WHAT YOU SHOULD DO – Search the records for the word "Glascock" and copy each line in which it appears.

*** RECORDS PROVIDED ***

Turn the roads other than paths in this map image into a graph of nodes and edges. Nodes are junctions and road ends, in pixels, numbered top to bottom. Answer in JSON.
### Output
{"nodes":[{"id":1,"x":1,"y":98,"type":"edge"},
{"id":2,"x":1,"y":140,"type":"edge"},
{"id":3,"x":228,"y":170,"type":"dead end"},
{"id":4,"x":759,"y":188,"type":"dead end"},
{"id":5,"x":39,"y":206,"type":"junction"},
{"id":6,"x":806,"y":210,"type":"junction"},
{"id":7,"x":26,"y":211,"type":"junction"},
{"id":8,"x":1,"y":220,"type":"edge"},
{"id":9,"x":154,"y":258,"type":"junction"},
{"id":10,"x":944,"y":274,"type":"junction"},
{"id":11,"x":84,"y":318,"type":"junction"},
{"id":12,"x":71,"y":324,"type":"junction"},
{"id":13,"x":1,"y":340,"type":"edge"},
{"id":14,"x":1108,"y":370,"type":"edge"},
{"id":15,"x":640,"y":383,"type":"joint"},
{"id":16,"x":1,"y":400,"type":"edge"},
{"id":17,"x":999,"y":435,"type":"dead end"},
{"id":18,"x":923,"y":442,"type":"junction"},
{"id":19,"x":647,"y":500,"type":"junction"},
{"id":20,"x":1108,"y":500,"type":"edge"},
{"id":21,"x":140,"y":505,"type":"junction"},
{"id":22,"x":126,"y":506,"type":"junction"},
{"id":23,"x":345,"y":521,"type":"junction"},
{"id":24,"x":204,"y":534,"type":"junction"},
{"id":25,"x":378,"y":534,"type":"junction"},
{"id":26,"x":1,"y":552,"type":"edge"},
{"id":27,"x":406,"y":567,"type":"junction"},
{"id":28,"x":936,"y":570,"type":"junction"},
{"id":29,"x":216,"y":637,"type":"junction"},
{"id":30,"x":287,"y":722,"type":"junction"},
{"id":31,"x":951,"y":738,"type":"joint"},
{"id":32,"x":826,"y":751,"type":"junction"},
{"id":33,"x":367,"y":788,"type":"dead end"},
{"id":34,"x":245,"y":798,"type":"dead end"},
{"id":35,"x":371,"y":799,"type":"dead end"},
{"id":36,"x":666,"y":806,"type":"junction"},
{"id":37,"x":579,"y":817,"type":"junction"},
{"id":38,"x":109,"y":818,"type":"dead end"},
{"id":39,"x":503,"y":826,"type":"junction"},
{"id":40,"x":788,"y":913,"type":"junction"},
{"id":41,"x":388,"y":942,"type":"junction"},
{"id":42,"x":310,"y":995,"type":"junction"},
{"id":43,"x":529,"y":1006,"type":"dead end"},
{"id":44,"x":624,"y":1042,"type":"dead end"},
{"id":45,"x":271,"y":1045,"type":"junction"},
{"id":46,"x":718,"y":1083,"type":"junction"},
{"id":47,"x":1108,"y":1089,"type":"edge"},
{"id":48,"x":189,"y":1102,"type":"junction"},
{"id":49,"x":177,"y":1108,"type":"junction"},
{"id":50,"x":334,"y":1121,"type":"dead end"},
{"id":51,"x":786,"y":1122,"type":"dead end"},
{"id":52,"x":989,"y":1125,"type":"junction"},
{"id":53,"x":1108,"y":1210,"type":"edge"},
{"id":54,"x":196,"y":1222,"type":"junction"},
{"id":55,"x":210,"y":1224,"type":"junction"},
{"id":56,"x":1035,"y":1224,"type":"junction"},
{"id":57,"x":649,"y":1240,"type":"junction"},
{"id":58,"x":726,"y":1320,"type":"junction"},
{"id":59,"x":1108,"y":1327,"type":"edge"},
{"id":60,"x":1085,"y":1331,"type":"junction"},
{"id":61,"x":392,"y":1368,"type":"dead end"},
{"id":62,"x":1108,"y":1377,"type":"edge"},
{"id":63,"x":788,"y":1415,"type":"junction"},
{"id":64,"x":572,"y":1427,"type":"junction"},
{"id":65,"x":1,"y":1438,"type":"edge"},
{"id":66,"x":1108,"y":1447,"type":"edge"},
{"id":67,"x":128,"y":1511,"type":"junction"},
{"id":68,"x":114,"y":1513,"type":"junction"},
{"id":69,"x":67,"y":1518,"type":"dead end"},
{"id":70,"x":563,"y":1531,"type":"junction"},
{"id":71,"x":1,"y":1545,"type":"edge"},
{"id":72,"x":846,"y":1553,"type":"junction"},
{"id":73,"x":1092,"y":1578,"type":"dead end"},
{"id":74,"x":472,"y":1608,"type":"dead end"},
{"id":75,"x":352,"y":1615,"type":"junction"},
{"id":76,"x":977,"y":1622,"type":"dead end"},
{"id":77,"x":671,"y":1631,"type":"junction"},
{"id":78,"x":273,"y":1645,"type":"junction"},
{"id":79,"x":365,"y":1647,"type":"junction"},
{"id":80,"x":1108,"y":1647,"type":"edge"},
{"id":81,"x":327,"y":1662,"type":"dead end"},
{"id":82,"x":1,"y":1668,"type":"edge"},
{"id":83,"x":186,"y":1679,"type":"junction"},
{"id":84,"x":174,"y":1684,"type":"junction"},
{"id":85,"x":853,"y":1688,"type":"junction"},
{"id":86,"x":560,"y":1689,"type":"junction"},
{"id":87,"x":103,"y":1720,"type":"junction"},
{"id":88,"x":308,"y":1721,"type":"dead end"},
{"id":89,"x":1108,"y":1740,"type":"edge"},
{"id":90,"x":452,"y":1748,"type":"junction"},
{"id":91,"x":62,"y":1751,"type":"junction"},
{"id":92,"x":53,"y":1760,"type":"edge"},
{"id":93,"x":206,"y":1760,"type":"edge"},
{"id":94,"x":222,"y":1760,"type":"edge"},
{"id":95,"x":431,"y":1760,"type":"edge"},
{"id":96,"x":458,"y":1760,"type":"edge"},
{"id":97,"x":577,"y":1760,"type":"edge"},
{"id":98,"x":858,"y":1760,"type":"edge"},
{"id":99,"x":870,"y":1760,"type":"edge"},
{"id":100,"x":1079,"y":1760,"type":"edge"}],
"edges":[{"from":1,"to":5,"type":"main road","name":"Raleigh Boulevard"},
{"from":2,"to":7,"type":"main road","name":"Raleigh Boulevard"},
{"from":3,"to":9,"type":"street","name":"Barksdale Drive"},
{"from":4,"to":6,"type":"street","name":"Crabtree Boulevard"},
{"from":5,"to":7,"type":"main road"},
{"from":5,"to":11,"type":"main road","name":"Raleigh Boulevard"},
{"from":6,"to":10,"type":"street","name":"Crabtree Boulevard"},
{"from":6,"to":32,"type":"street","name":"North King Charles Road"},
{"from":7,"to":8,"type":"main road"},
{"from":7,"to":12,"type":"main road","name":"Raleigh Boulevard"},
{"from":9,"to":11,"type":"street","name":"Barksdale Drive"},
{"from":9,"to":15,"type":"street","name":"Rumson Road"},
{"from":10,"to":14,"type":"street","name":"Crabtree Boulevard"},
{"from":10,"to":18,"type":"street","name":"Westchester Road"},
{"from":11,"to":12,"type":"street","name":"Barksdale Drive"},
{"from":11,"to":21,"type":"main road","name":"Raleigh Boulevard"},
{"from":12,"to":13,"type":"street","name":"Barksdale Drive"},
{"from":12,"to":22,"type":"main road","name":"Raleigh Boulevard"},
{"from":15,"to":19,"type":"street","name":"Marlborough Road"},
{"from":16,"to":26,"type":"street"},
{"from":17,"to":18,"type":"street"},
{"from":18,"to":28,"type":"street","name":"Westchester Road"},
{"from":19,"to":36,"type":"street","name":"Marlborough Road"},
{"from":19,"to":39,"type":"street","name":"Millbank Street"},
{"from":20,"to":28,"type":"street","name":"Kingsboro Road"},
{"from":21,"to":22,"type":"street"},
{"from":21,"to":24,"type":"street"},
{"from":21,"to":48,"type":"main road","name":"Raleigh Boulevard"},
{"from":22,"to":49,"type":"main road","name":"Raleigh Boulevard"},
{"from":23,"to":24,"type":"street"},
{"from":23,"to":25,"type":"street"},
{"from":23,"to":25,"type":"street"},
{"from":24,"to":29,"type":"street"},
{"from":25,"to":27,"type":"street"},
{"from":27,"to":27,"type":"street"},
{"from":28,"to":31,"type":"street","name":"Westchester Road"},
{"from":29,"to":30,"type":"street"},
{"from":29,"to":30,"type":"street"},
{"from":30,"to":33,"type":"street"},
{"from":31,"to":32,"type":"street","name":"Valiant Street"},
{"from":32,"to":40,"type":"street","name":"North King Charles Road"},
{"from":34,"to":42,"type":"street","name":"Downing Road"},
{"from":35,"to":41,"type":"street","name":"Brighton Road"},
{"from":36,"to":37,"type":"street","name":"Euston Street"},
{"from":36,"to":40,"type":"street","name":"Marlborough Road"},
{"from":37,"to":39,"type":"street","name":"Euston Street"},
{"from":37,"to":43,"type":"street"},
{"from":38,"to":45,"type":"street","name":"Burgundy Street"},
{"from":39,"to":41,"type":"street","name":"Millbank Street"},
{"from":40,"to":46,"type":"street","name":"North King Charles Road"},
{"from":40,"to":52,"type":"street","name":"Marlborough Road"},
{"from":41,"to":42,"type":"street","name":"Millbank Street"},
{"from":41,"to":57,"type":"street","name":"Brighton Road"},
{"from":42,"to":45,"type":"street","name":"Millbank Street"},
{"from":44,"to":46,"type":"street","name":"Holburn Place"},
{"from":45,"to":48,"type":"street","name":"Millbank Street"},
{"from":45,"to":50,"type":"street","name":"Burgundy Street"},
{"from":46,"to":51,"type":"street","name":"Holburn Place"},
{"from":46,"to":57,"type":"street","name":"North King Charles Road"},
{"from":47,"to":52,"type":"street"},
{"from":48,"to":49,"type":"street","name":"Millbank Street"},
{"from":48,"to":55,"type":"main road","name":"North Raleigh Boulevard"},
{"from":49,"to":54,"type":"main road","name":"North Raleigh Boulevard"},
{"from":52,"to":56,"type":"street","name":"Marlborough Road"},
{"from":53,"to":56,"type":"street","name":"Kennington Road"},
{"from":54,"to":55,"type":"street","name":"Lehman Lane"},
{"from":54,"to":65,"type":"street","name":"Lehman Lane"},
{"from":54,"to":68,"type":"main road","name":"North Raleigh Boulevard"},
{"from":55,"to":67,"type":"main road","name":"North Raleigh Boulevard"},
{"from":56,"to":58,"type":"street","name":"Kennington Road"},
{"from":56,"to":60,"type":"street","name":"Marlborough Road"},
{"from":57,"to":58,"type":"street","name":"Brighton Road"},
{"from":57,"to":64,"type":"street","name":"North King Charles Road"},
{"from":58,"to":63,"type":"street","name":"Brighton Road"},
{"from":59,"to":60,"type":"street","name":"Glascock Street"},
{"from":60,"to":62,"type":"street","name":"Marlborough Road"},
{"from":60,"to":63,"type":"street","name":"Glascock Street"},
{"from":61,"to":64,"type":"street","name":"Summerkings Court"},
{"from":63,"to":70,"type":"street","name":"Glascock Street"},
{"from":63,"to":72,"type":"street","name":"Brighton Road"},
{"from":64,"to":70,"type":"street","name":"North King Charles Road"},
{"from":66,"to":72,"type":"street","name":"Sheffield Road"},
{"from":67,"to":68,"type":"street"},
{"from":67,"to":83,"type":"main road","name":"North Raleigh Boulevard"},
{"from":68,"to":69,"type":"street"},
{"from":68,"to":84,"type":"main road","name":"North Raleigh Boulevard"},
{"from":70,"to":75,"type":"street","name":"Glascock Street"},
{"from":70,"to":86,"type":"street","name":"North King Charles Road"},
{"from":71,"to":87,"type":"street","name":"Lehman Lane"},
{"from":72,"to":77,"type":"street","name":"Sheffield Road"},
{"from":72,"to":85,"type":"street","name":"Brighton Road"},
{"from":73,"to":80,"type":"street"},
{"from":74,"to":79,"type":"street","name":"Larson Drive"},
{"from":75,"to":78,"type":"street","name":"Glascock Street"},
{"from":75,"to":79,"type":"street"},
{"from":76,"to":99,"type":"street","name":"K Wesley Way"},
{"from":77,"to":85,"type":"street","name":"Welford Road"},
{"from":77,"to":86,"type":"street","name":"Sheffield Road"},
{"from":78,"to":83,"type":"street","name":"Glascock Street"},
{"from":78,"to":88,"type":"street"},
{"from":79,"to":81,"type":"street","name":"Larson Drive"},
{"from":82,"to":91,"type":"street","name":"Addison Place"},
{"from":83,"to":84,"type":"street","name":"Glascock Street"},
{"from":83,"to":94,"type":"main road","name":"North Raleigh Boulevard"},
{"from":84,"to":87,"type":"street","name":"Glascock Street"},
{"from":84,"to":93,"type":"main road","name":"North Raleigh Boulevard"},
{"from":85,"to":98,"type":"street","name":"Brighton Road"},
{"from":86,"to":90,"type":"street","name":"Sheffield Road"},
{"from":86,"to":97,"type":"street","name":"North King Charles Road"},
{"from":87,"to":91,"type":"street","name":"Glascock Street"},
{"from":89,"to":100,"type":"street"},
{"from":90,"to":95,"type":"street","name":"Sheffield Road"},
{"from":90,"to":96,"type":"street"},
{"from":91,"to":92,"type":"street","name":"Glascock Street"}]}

*** End of RECORDS PROVIDED ***

FINAL ANSWER –
{"from":59,"to":60,"type":"street","name":"Glascock Street"},
{"from":60,"to":63,"type":"street","name":"Glascock Street"},
{"from":63,"to":70,"type":"street","name":"Glascock Street"},
{"from":70,"to":75,"type":"street","name":"Glascock Street"},
{"from":75,"to":78,"type":"street","name":"Glascock Street"},
{"from":78,"to":83,"type":"street","name":"Glascock Street"},
{"from":83,"to":84,"type":"street","name":"Glascock Street"},
{"from":84,"to":87,"type":"street","name":"Glascock Street"},
{"from":87,"to":91,"type":"street","name":"Glascock Street"},
{"from":91,"to":92,"type":"street","name":"Glascock Street"}]}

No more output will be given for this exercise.